## What is needed
What is needed is an exact copy of every line in the listing.

## Available records
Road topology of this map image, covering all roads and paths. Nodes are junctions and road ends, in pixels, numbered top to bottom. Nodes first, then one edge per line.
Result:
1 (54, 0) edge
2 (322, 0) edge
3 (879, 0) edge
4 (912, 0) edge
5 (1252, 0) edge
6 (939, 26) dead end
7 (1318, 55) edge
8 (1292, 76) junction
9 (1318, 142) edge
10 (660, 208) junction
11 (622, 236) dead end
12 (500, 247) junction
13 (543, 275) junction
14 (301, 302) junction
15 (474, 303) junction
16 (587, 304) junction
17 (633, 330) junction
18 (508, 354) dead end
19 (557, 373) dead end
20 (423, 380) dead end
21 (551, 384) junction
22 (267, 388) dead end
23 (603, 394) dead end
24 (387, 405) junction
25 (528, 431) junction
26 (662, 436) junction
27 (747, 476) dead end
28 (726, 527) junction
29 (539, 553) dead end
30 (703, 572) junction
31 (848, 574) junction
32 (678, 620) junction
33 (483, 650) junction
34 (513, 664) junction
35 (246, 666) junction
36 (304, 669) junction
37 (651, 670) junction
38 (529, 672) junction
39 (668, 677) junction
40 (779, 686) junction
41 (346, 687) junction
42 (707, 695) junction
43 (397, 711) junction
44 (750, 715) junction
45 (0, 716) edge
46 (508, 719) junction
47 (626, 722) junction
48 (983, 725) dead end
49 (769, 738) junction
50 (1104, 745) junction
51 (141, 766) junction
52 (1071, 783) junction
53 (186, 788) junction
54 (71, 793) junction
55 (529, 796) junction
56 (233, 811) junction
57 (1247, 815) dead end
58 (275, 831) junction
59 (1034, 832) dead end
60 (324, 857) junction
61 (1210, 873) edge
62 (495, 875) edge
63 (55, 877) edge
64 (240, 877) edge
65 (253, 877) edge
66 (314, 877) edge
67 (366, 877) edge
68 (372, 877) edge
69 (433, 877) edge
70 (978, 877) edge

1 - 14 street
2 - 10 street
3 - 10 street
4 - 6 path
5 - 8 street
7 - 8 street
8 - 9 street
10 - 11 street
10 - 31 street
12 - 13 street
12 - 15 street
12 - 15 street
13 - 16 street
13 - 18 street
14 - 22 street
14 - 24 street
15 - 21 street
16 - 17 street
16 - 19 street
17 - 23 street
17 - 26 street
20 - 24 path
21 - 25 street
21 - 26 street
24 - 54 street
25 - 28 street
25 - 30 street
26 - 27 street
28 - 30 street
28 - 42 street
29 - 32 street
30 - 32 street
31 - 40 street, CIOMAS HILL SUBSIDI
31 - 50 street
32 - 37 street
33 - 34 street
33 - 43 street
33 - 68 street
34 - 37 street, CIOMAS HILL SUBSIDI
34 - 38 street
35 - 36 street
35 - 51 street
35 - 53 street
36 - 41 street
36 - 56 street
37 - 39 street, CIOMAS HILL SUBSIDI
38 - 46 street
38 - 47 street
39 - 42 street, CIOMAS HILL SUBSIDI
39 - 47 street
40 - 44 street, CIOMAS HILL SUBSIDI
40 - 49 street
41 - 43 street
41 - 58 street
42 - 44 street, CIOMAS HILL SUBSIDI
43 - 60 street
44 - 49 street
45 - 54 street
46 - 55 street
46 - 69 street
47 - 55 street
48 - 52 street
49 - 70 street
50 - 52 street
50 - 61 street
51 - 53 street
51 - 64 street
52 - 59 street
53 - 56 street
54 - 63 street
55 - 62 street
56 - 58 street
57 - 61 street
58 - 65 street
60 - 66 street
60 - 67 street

## Reply to the task
Road topology of this map image, covering all roads and paths. Nodes are junctions and road ends, in pixels, numbered top to bottom. Nodes first, then one edge per line.
Result:
1 (54, 0) edge
2 (322, 0) edge
3 (879, 0) edge
4 (912, 0) edge
5 (1252, 0) edge
6 (939, 26) dead end
7 (1318, 55) edge
8 (1292, 76) junction
9 (1318, 142) edge
10 (660, 208) junction
11 (622, 236) dead end
12 (500, 247) junction
13 (543, 275) junction
14 (301, 302) junction
15 (474, 303) junction
16 (587, 304) junction
17 (633, 330) junction
18 (508, 354) dead end
19 (557, 373) dead end
20 (423, 380) dead end
21 (551, 384) junction
22 (267, 388) dead end
23 (603, 394) dead end
24 (387, 405) junction
25 (528, 431) junction
26 (662, 436) junction
27 (747, 476) dead end
28 (726, 527) junction
29 (539, 553) dead end
30 (703, 572) junction
31 (848, 574) junction
32 (678, 620) junction
33 (483, 650) junction
34 (513, 664) junction
35 (246, 666) junction
36 (304, 669) junction
37 (651, 670) junction
38 (529, 672) junction
39 (668, 677) junction
40 (779, 686) junction
41 (346, 687) junction
42 (707, 695) junction
43 (397, 711) junction
44 (750, 715) junction
45 (0, 716) edge
46 (508, 719) junction
47 (626, 722) junction
48 (983, 725) dead end
49 (769, 738) junction
50 (1104, 745) junction
51 (141, 766) junction
52 (1071, 783) junction
53 (186, 788) junction
54 (71, 793) junction
55 (529, 796) junction
56 (233, 811) junction
57 (1247, 815) dead end
58 (275, 831) junction
59 (1034, 832) dead end
60 (324, 857) junction
61 (1210, 873) edge
62 (495, 875) edge
63 (55, 877) edge
64 (240, 877) edge
65 (253, 877) edge
66 (314, 877) edge
67 (366, 877) edge
68 (372, 877) edge
69 (433, 877) edge
70 (978, 877) edge

1 - 14 street
2 - 10 street
3 - 10 street
4 - 6 path
5 - 8 street
7 - 8 street
8 - 9 street
10 - 11 street
10 - 31 street
12 - 13 street
12 - 15 street
12 - 15 street
13 - 16 street
13 - 18 street
14 - 22 street
14 - 24 street
15 - 21 street
16 - 17 street
16 - 19 street
17 - 23 street
17 - 26 street
20 - 24 path
21 - 25 street
21 - 26 street
24 - 54 street
25 - 28 street
25 - 30 street
26 - 27 street
28 - 30 street
28 - 42 street
29 - 32 street
30 - 32 street
31 - 40 street, CIOMAS HILL SUBSIDI
31 - 50 street
32 - 37 street
33 - 34 street
33 - 43 street
33 - 68 street
34 - 37 street, CIOMAS HILL SUBSIDI
34 - 38 street
35 - 36 street
35 - 51 street
35 - 53 street
36 - 41 street
36 - 56 street
37 - 39 street, CIOMAS HILL SUBSIDI
38 - 46 street
38 - 47 street
39 - 42 street, CIOMAS HILL SUBSIDI
39 - 47 street
40 - 44 street, CIOMAS HILL SUBSIDI
40 - 49 street
41 - 43 street
41 - 58 street
42 - 44 street, CIOMAS HILL SUBSIDI
43 - 60 street
44 - 49 street
45 - 54 street
46 - 55 street
46 - 69 street
47 - 55 street
48 - 52 street
49 - 70 street
50 - 52 street
50 - 61 street
51 - 53 street
51 - 64 street
52 - 59 street
53 - 56 street
54 - 63 street
55 - 62 street
56 - 58 street
57 - 61 street
58 - 65 street
60 - 66 street
60 - 67 street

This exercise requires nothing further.